• [Requirement]
Pull out every line below holding the word "main".

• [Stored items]
_ _ _ _ _

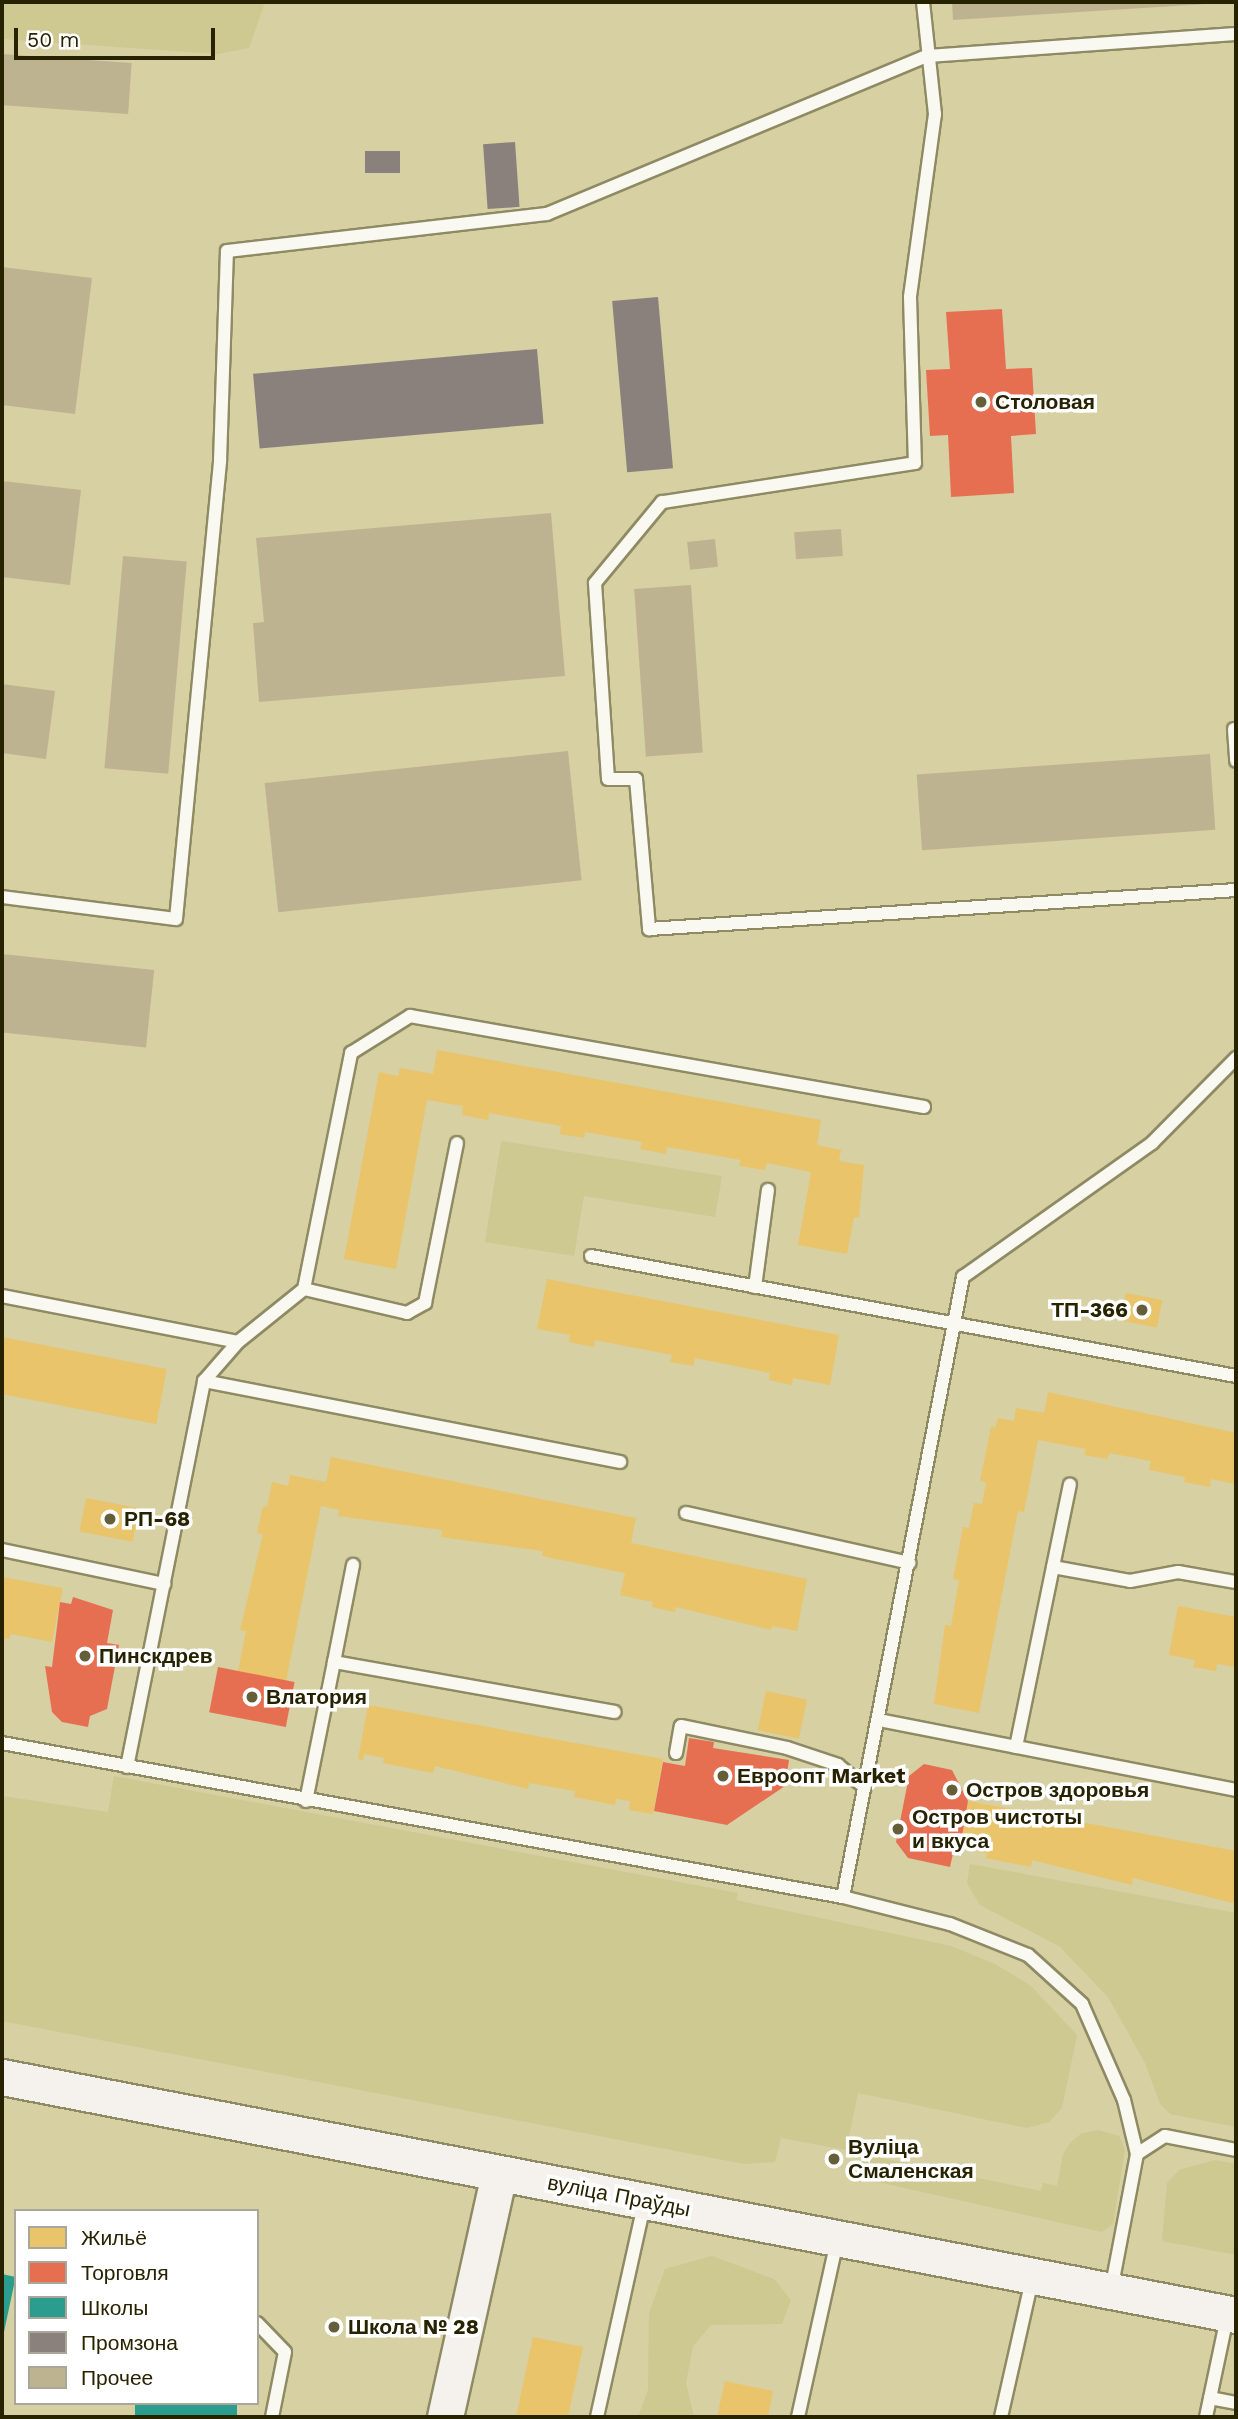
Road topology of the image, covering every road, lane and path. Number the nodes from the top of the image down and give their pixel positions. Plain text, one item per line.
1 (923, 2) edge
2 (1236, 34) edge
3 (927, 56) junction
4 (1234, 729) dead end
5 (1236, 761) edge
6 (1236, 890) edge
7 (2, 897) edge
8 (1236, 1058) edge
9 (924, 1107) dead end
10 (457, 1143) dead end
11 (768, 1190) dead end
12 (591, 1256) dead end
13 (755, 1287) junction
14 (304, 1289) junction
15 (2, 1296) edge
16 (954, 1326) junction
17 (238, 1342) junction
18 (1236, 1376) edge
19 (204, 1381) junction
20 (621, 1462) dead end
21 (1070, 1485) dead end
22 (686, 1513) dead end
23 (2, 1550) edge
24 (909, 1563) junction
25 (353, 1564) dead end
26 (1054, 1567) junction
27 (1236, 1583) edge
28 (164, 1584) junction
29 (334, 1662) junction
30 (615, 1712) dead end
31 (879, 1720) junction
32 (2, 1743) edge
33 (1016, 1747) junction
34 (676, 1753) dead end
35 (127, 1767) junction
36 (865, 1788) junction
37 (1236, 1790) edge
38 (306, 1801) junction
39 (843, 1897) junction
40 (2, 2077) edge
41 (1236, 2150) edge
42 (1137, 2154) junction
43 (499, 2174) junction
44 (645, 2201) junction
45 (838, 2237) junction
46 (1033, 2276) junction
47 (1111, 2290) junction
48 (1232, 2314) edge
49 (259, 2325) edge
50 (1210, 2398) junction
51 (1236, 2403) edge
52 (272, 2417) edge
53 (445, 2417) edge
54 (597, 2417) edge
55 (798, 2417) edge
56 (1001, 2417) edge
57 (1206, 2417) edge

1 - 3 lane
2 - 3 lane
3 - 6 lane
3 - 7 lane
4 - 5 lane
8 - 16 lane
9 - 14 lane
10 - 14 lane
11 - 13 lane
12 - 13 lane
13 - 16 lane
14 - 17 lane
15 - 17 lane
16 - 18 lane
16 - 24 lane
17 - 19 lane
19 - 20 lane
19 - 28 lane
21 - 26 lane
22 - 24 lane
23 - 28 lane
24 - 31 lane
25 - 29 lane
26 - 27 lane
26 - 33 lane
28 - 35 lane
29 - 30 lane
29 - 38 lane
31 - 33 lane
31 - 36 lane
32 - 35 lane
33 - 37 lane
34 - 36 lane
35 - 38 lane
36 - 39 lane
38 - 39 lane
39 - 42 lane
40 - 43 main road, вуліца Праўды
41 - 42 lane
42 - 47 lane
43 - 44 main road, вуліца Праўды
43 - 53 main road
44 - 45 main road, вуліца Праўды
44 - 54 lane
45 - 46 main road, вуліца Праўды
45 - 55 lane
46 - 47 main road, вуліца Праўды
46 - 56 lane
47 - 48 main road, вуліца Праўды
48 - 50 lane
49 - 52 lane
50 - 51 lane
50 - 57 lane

_ _ _ _ _

• [Task response]
40 - 43 main road, вуліца Праўды
43 - 44 main road, вуліца Праўды
43 - 53 main road
44 - 45 main road, вуліца Праўды
45 - 46 main road, вуліца Праўды
46 - 47 main road, вуліца Праўды
47 - 48 main road, вуліца Праўды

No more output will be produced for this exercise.